[[ Data, beginning ]]
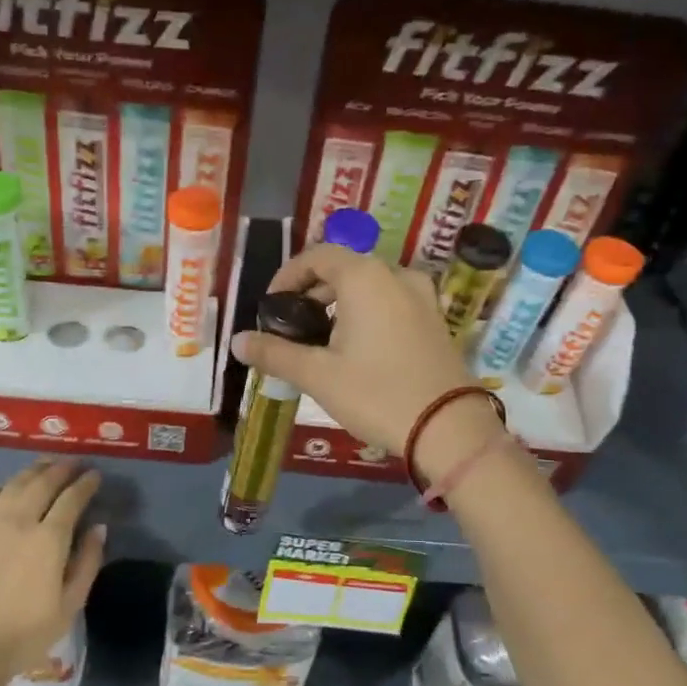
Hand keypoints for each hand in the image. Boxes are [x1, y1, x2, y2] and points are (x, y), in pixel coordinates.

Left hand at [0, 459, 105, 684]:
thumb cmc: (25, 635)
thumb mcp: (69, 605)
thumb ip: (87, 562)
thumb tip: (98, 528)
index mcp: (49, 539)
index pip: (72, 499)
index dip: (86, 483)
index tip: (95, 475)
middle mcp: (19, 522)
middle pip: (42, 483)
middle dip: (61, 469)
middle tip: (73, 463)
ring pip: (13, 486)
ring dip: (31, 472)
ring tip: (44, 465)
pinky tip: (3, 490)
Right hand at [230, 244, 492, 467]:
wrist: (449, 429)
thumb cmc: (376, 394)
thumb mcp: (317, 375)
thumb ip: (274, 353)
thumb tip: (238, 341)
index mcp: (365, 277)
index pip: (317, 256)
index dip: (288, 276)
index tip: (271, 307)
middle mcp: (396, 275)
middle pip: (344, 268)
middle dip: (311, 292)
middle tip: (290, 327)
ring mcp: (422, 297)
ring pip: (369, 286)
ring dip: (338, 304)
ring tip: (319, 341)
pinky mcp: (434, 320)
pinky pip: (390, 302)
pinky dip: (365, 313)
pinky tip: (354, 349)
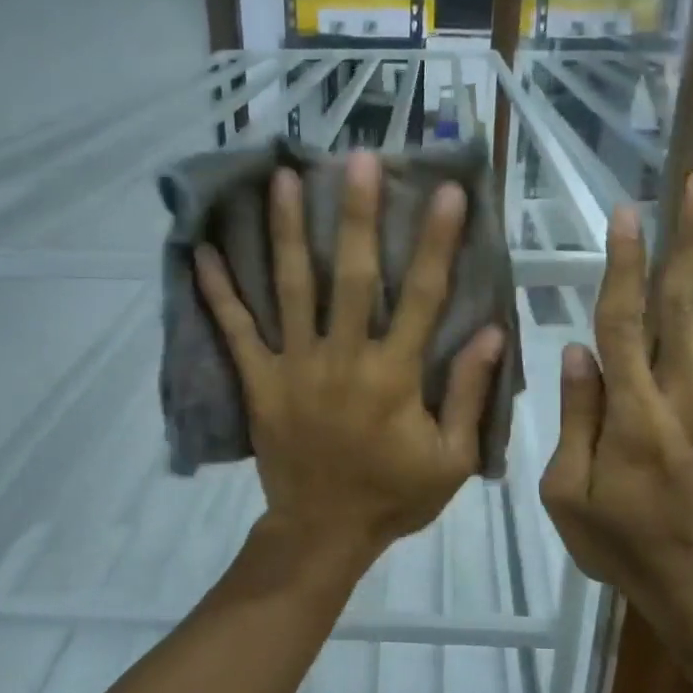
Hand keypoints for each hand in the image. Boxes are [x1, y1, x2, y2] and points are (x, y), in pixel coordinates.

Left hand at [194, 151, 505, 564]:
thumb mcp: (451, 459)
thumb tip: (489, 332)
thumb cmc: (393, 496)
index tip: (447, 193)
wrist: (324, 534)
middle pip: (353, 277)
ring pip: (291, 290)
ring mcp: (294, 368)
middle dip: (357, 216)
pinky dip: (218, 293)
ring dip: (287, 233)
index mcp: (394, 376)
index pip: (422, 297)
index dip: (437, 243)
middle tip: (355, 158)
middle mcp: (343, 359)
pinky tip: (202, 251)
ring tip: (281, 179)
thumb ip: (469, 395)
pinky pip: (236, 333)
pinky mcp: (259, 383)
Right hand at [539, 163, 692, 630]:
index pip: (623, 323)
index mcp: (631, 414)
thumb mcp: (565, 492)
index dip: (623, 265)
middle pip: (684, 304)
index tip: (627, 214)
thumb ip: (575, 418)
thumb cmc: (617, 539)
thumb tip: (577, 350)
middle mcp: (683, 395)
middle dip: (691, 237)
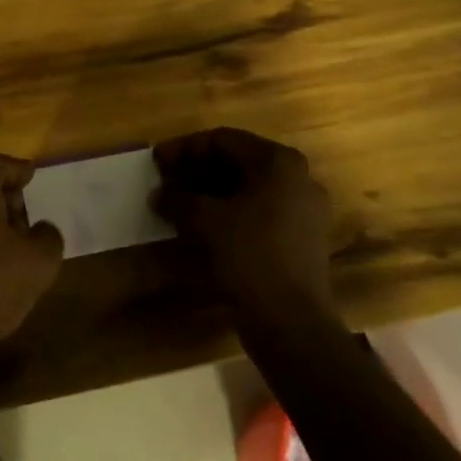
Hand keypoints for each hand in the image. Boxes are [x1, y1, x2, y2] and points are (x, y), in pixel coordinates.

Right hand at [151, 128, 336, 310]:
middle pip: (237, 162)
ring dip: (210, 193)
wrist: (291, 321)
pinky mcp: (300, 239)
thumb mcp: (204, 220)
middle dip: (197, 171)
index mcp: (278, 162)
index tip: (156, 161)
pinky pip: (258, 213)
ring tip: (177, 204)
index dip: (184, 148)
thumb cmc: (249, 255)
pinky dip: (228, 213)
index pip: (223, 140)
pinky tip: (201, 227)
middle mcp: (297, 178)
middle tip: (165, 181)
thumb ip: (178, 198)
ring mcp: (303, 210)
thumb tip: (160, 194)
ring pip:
[[ Data, end ]]
### [Your instructions]
In the data above, find the line with "index pip: (317, 256)" and the line with "pinky tip: (354, 349)". Retype both, plus every line between them, exactly.

### [Expected output]
index pip: (317, 256)
index dip: (288, 276)
index tip: (271, 307)
middle mcp: (396, 275)
middle pip: (344, 268)
middle dip: (311, 292)
middle tip: (290, 327)
ring mcp: (422, 297)
ring pip: (369, 286)
ring dip: (338, 304)
ring tip: (319, 341)
pinky mcp: (434, 320)
pinky pip: (390, 302)
pinky dip: (365, 313)
pinky tip: (354, 349)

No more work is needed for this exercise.